Natasha Rachel Smith, Consumer Affairs Editor for TopCashback.co.uk said: “While these services might seem necessary in an on-demand world, people are not always getting their money’s worth. Consumers are frittering away cash when Netflix accounts go unused in the summer, Spotify is used only for the daily commute or the amount of products ordered from Amazon Prime do not justify the annual fee. For the third year running we are seeing consumers pay through the roof for subscriptions they are not using. With the increasing number of services available it is easy to get carried away, making it important to keep track and review all of the subscriptions you sign up to, considering whether you need them or are using them regularly enough.

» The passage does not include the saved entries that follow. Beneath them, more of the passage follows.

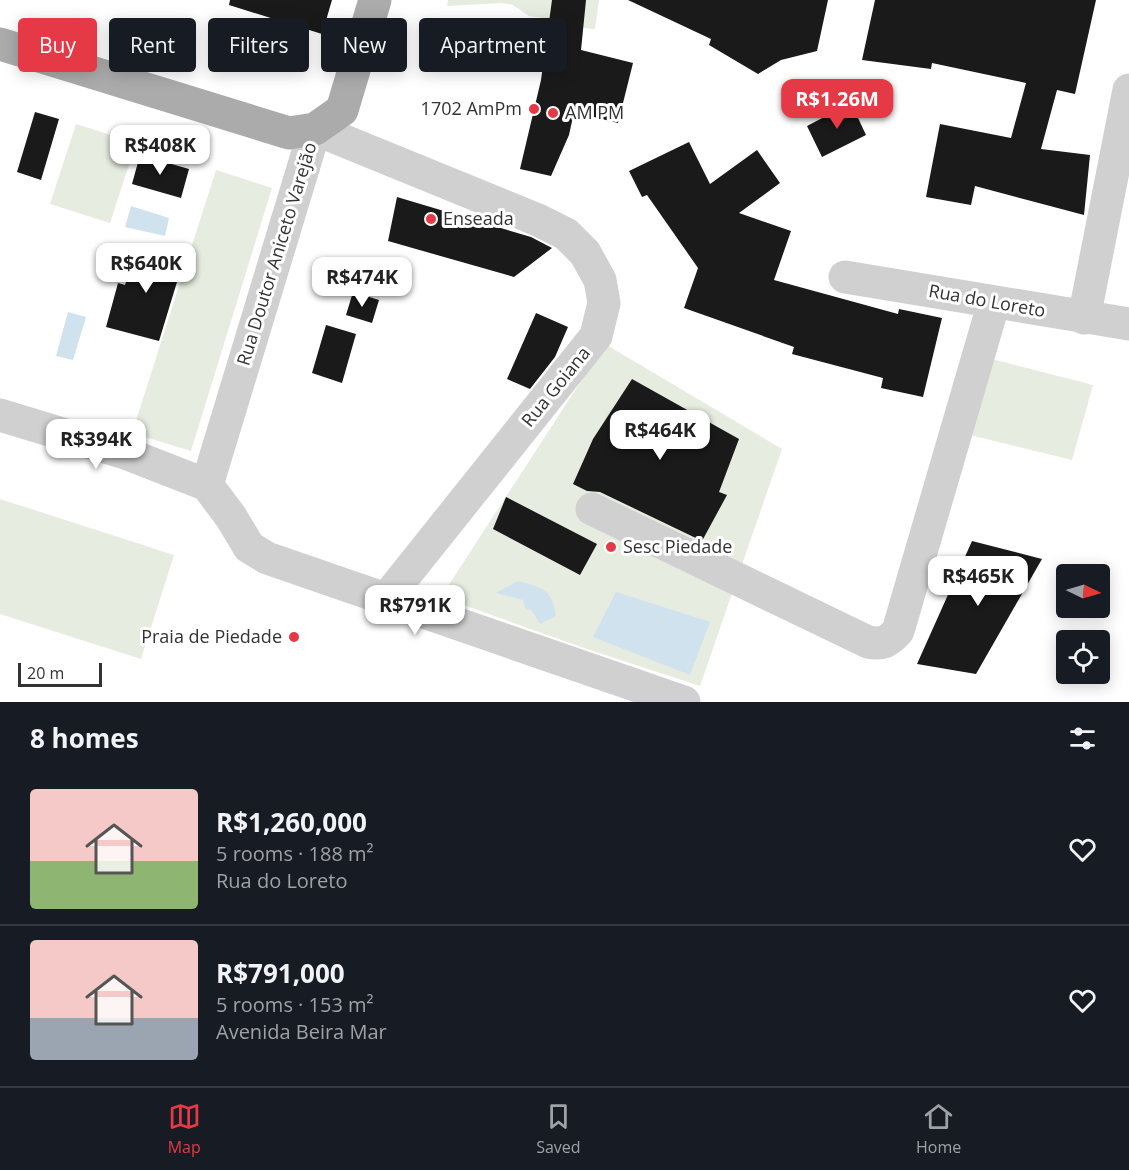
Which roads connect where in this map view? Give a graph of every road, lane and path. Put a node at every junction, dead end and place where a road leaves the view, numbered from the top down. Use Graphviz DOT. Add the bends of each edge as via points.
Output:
graph roads {
  1 [pos="375,0"];
  2 [pos="0,44"];
  3 [pos="1129,90"];
  4 [pos="315,129"];
  5 [pos="846,277"];
  6 [pos="994,302"];
  7 [pos="1084,318"];
  8 [pos="1129,324"];
  9 [pos="0,415"];
  10 [pos="207,486"];
  11 [pos="591,509"];
  12 [pos="386,599"];
  13 [pos="684,702"];
  1 -- 4 [label="main road, Rua Doutor Aniceto Varejão" via="342,110"];
  2 -- 4 [label="main road" via="289,134"];
  3 -- 7 [label="street"];
  4 -- 10 [label="street, Rua Doutor Aniceto Varejão"];
  4 -- 12 [label="street, Rua Goiana" via="566,234 585,254 600,280 604,303 596,336"];
  5 -- 6 [label="street, Rua do Loreto"];
  6 -- 7 [label="street, Rua do Loreto"];
  6 -- 11 [label="street" via="898,631 890,640 880,644 868,642"];
  7 -- 8 [label="street, Rua do Loreto"];
  9 -- 10 [label="street" via="125,453"];
  10 -- 12 [label="street" via="249,547 267,558"];
  12 -- 13 [label="street"];
}
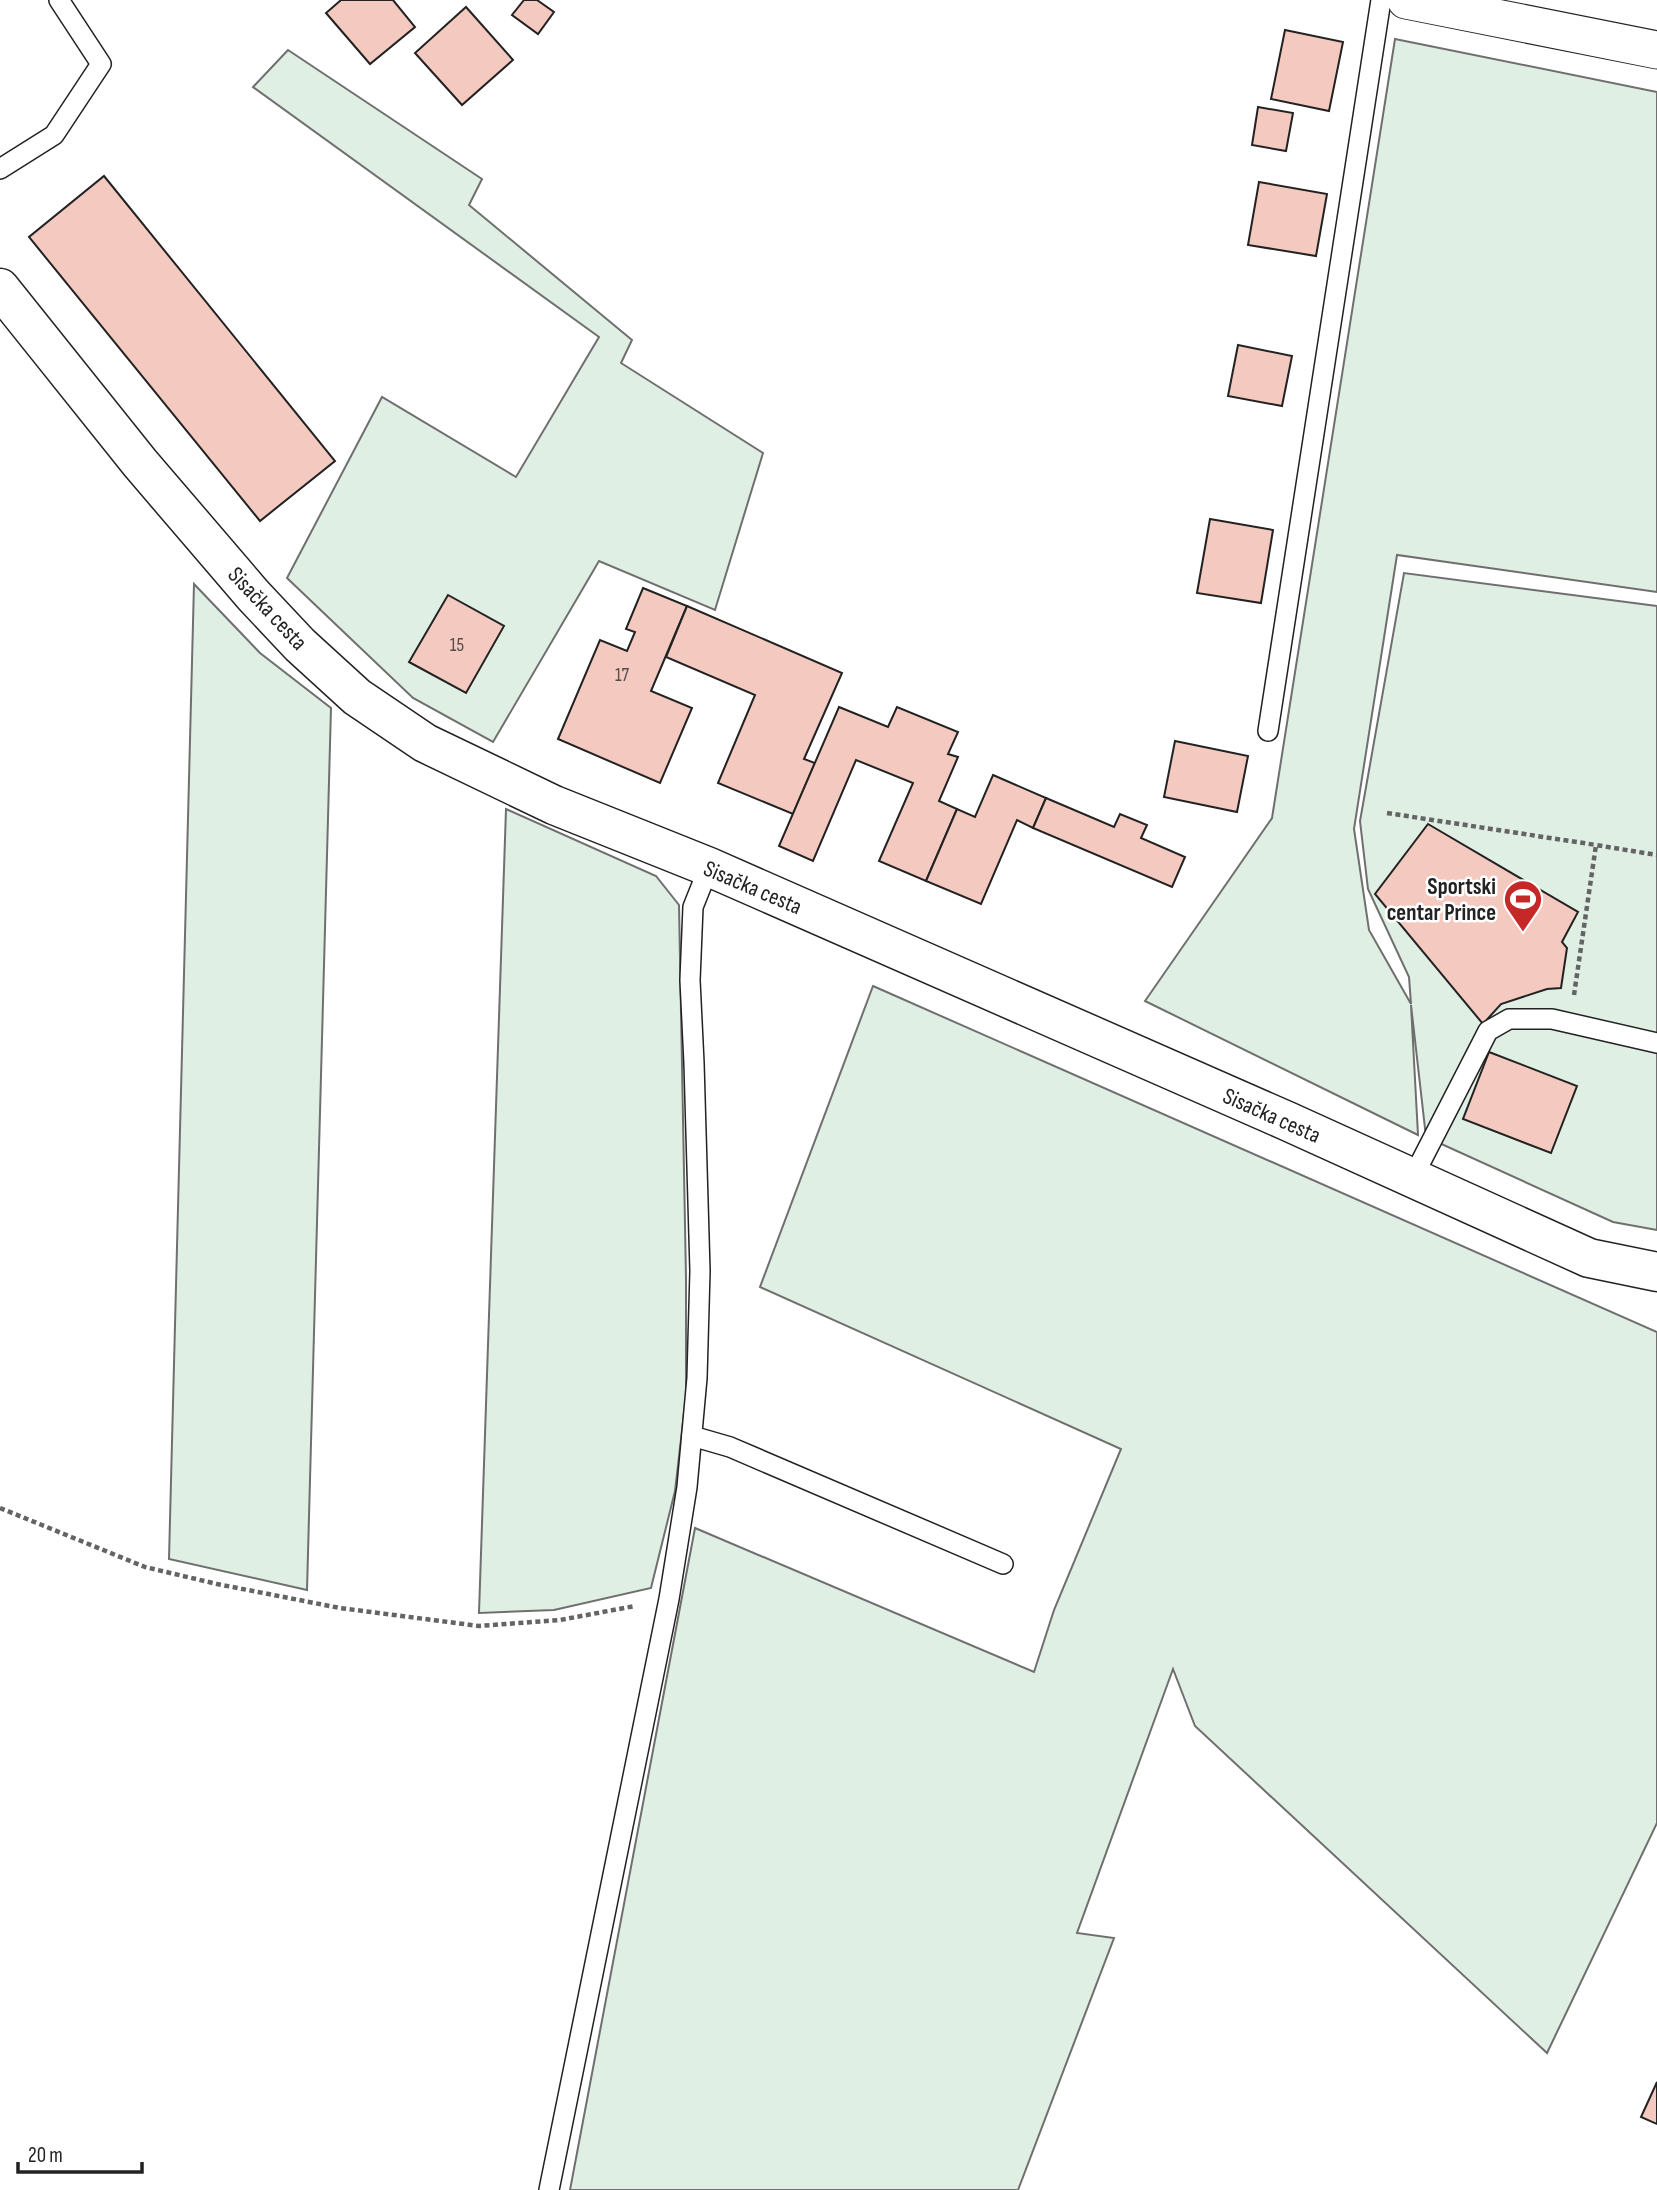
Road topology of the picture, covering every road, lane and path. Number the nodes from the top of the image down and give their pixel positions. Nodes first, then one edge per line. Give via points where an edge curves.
1 (59, 0) edge
2 (1381, 0) edge
3 (1406, 0) edge
4 (1657, 50) edge
5 (0, 169) edge
6 (0, 288) edge
7 (1268, 731) dead end
8 (1387, 813) dead end
9 (1596, 845) junction
10 (1657, 855) edge
11 (709, 867) junction
12 (1577, 974) dead end
13 (1657, 1043) edge
14 (1413, 1178) junction
15 (1590, 1258) junction
16 (1657, 1272) edge
17 (1657, 1289) edge
18 (692, 1436) junction
19 (0, 1508) edge
20 (1003, 1564) dead end
21 (669, 1600) junction
22 (550, 2190) edge

1 - 5 lane via 101,64 54,135
2 - 7 lane
3 - 4 street
6 - 11 main road, Sisačka cesta via 253,595 357,697 425,743 554,805
8 - 9 path
9 - 10 path
9 - 12 path
11 - 14 main road, Sisačka cesta
11 - 18 lane via 693,907 690,980 699,1271
13 - 14 lane via 1552,1019 1509,1019 1488,1031
14 - 15 main road, Sisačka cesta
15 - 16 main road, Sisačka cesta
15 - 17 street
18 - 20 lane via 730,1447
18 - 21 lane
19 - 21 path via 145,1567 340,1608 479,1626 560,1620
21 - 22 lane

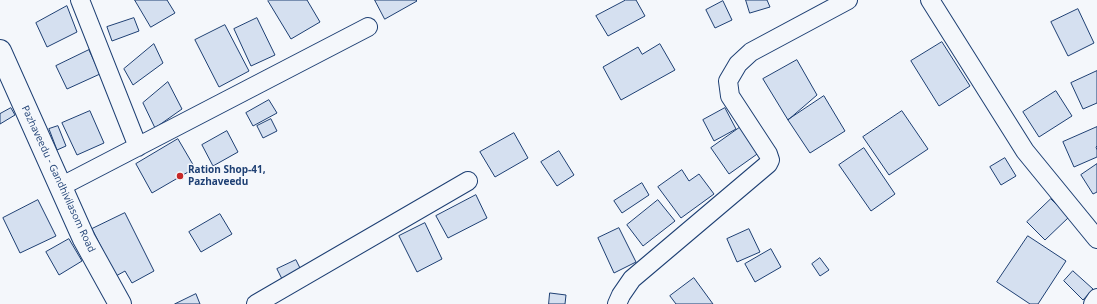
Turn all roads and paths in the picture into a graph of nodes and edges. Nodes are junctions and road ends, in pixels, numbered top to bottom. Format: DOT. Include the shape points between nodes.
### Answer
graph roads {
  1 [pos="80,0"];
  2 [pos="848,0"];
  3 [pos="930,0"];
  4 [pos="368,27"];
  5 [pos="0,52"];
  6 [pos="138,147"];
  7 [pos="468,181"];
  8 [pos="60,187"];
  9 [pos="1097,240"];
  10 [pos="1097,298"];
  11 [pos="120,304"];
  12 [pos="256,304"];
  13 [pos="617,304"];
  14 [pos="1093,304"];
  1 -- 6 [label="street"];
  2 -- 13 [label="street" via="751,52 738,64 728,81 730,96 768,154 768,164 632,279"];
  3 -- 9 [label="street" via="1025,151"];
  4 -- 6 [label="street"];
  5 -- 8 [label="street, Pazhaveedu - Gandhivilasom Road"];
  6 -- 8 [label="street"];
  7 -- 12 [label="street"];
  8 -- 11 [label="street, Pazhaveedu - Gandhivilasom Road" via="84,239"];
  10 -- 14 [label="street"];
}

“Our research also found that nearly a quarter of people without subscriptions prefer pay-as-you-go contracts, which are becoming increasingly popular. If you do not find value in monthly or annual tied-in contract, these plans may suit you. When it comes to necessary subscriptions, looking for new sign-up discounts and cashback offers can help bring the cost down”.
There was a £38 million increase in the amount of money being spent on subscriptions that consumers do not get value from with spending rising from £410 million in 2016 to £448 million in 2017. This is partly due to the increasing cost of product delivery plans which has doubled from £9 a month to £18 in 2017. TV and music streaming accounts have also increased by 20 per cent, to £9.18 and £9.40 per month respectively
Despite finding subscriptions frustrating, with 36 per cent feeling like they do not make the most of them and a third (33 per cent) being irritated by unforeseen price hikes, the hassle involved in cancelling is keeping consumers tied in. More than two-fifths (43 per cent) of people said lengthy cancellation processes are what they dislike most about subscription plans.
Nearly a quarter (24 per cent) of consumers have continued to pay for a subscription because they found it too hard to cancel and 29 per cent kept paying because they thought they might use it at some point.